First the good news: Suicide rates among younger and older Americans have been declining since the early 1990s.

Now the puzzling news: No one really knows why.

'For 40 years suicide rates had been rising among adolescents," said Robert McKeown, an epidemiology professor in USC's Arnold School of Public Health. "They began to decline in the late 1980s for adults 65 and older and in the early 1990s for adolescents and young adults, but many people weren't aware; they kept saying suicides were increasing when it was no longer true."

McKeown presented his findings on suicide rates at the National Press Club in Washington Sept. 28. His talk was part of a forum, "Out of the Shadows: Exploring the Barriers to Mental Health, Prevention, and Treatment," sponsored by the American Public Health Association in collaboration with the Community Voices Initiative of the National Center for Primary Care at the Morehouse School of Medicine.

McKeown had tracked suicide rates for several years for research and teaching purposes and noticed the trends had reversed and rates had begun to decline among adolescents, young adults, and older adults--those younger than 25 and older than 64. He recruited S.C. College of Pharmacy professor Richard Schulz and School of Medicine neuropsychiatry professor Steven Cuffe to help explore possible explanations for the improvements.

Their discussion of these findings, published in the October issue of the American Journal of Public Health, suggests several possibilities as to why those suicide rates have fallen. The research also raises questions about why suicide rates among the middle groups--those 25 to 64--have not declined.

"In our medical literature searches, we began finding international studies that suggested a correlation of declining suicide rates with an increase in the use of new-generation antidepressants," McKeown said. "But you can't blithely assume that drugs like Prozac have lowered the suicide rate--if that was the reason, why haven't the suicide rates of those in the 25 to 64 age brackets declined, too?"

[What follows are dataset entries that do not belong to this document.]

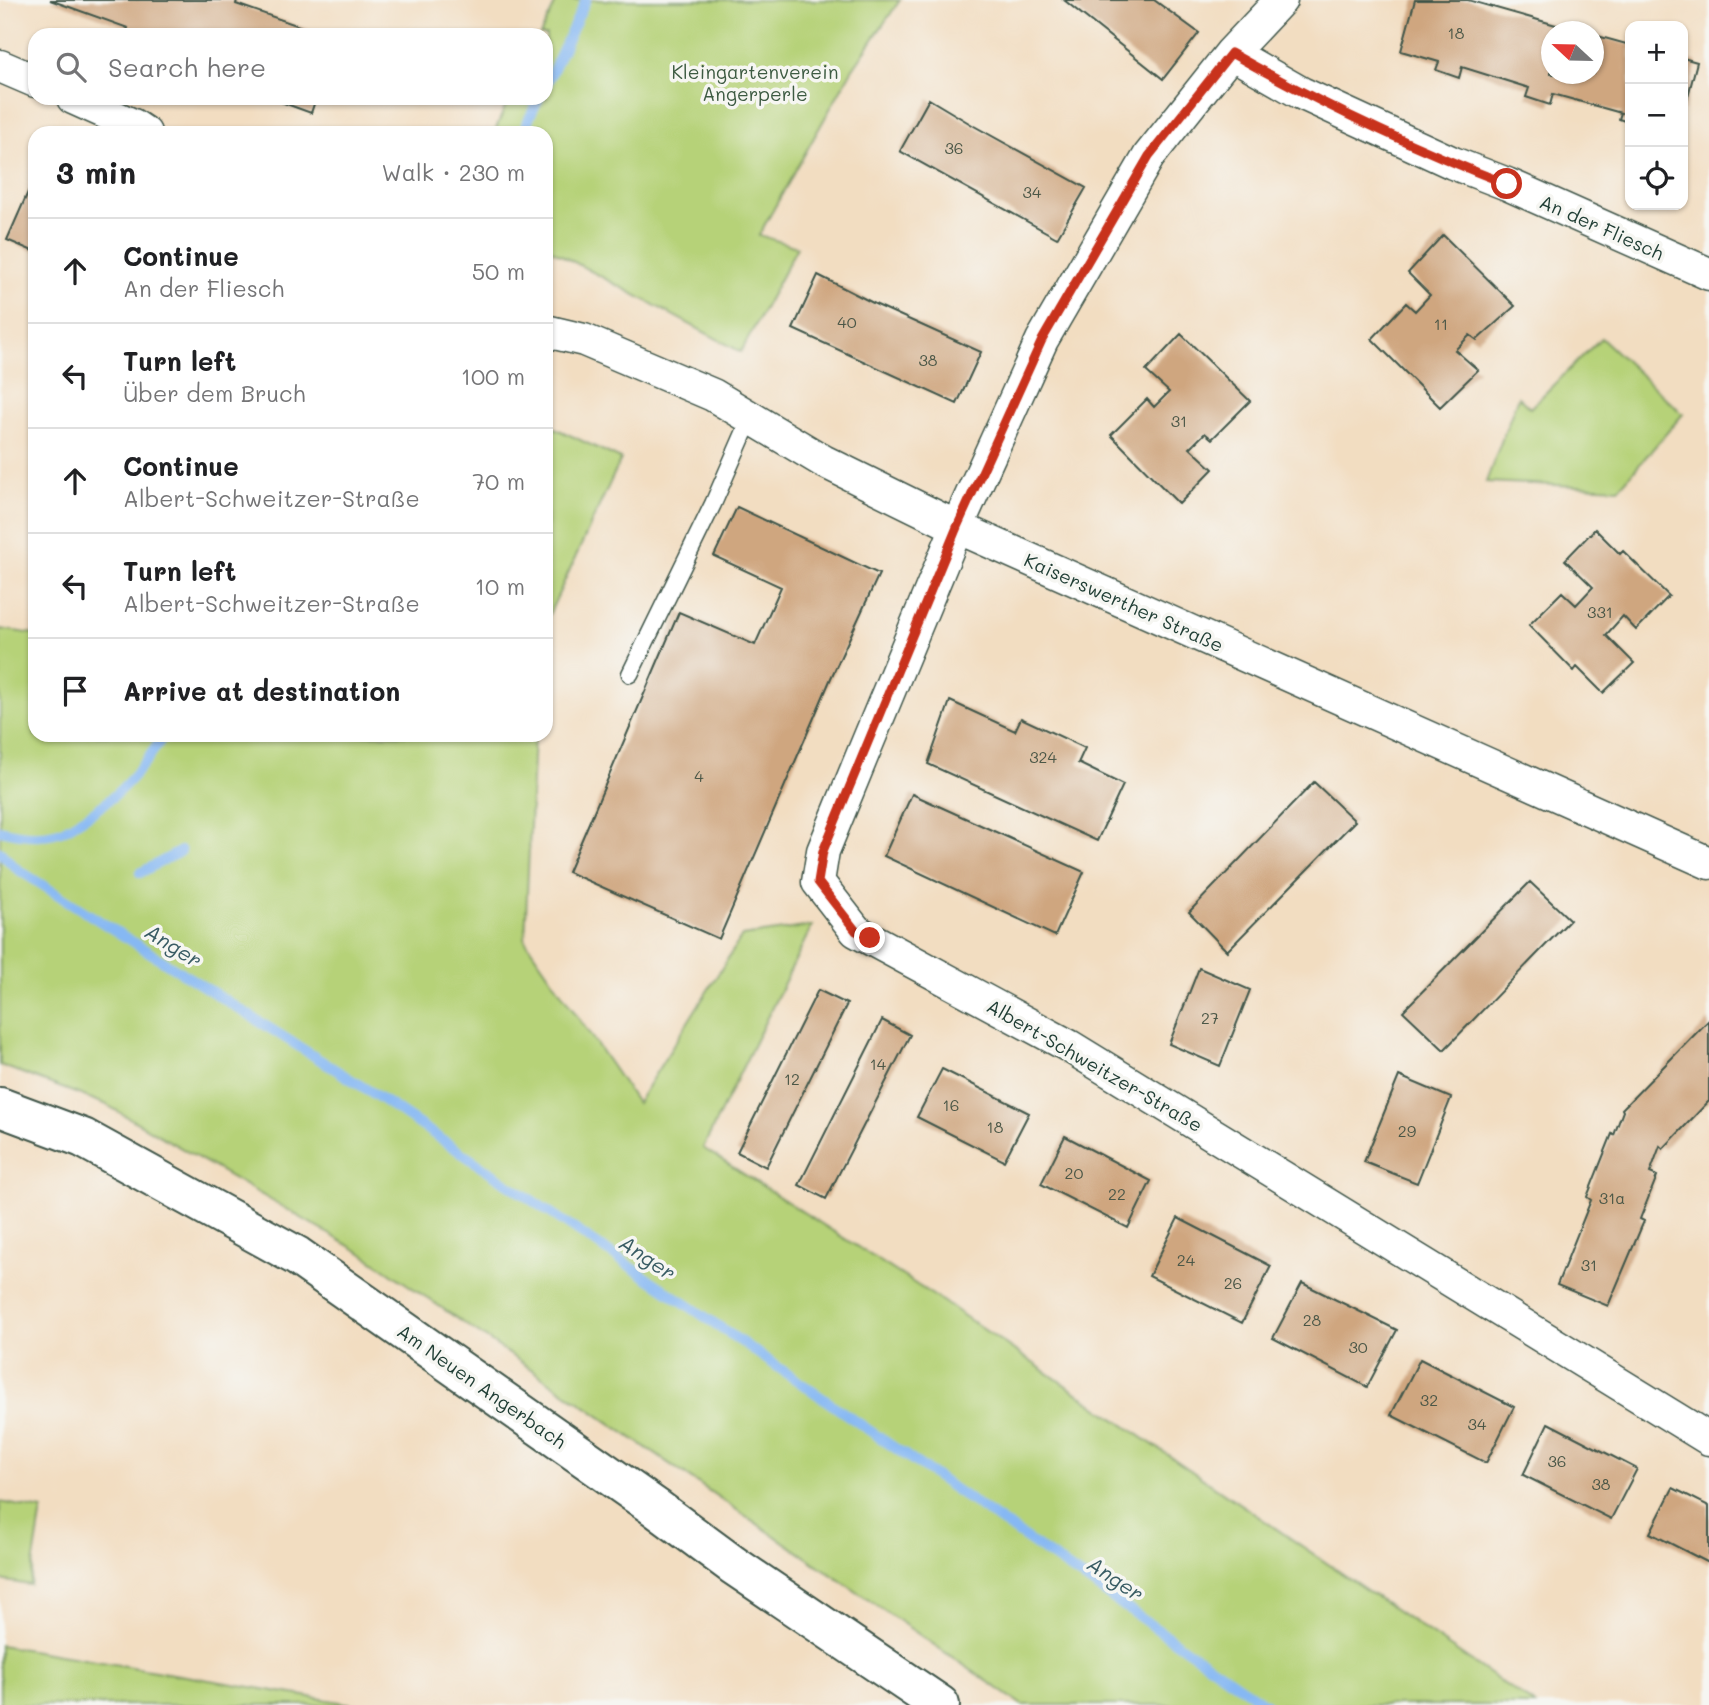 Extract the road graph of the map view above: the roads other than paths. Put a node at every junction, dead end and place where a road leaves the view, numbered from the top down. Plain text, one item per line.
1 (1281, 0) edge
2 (1231, 53) junction
3 (0, 66) edge
4 (28, 78) edge
5 (89, 105) edge
6 (134, 126) edge
7 (1709, 274) edge
8 (553, 333) edge
9 (751, 417) junction
10 (957, 527) junction
11 (630, 674) dead end
12 (1709, 863) edge
13 (0, 1107) edge
14 (1709, 1438) edge
15 (940, 1705) edge

1 - 2 street, Albert-Schweitzer-Straße
2 - 7 street, An der Fliesch
2 - 10 street, Albert-Schweitzer-Straße
3 - 4 street
5 - 6 street
8 - 9 street, Kaiserswerther Straße
9 - 10 street, Kaiserswerther Straße
9 - 11 lane
10 - 12 street, Kaiserswerther Straße
10 - 14 street, Albert-Schweitzer-Straße
13 - 15 street, Am Neuen Angerbach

From 1994 to 2003, suicide rates declined 30 percent among adolescents and young adults; among older adults, the suicide rate fell 33 percent from 1987 to 2003. Despite the decline, suicide remains the third-leading cause of death among adolescents behind accidents and homicide. Among older adults, suicide is surpassed by several chronic disease conditions as a leading cause of death.

"We need to understand how something this significant could turn on a dime," McKeown said.

That understanding is particularly important now that the Food and Drug Administration is warning physicians about the risk of increased suicides and suicidal behavior ideas and attempts, particularly among children, associated with the use of SSRI-type antidepressants.

"We aren't trying to argue that these drugs are harmless," McKeown said. "But the possible correlation between the advent of new antidepressants and the decline in suicide rates needs to be better explored."

It might be that there is no association at all.

"It could be that as antidepressants help a patient's depression improve, that person becomes more energetic, less apathetic, and better able to make decisions," McKeown said. "If a patient remains suicidal as depression decreases, the risk for suicidal behaviors might increase."

The researchers offered another possible reason for the decline in some suicide rates that has nothing to do with antidepressants. Some of the studies they surveyed attributed the decline in American homicide rates to improved trauma care. In that scenario, the number of murder attempts did not decline--but the number of actual homicides was reduced by better medical care.

"It could be that the number of attempted suicides hasn't gone down. We might just have better trauma care that keeps more people alive after attempting to take their own lives," McKeown said.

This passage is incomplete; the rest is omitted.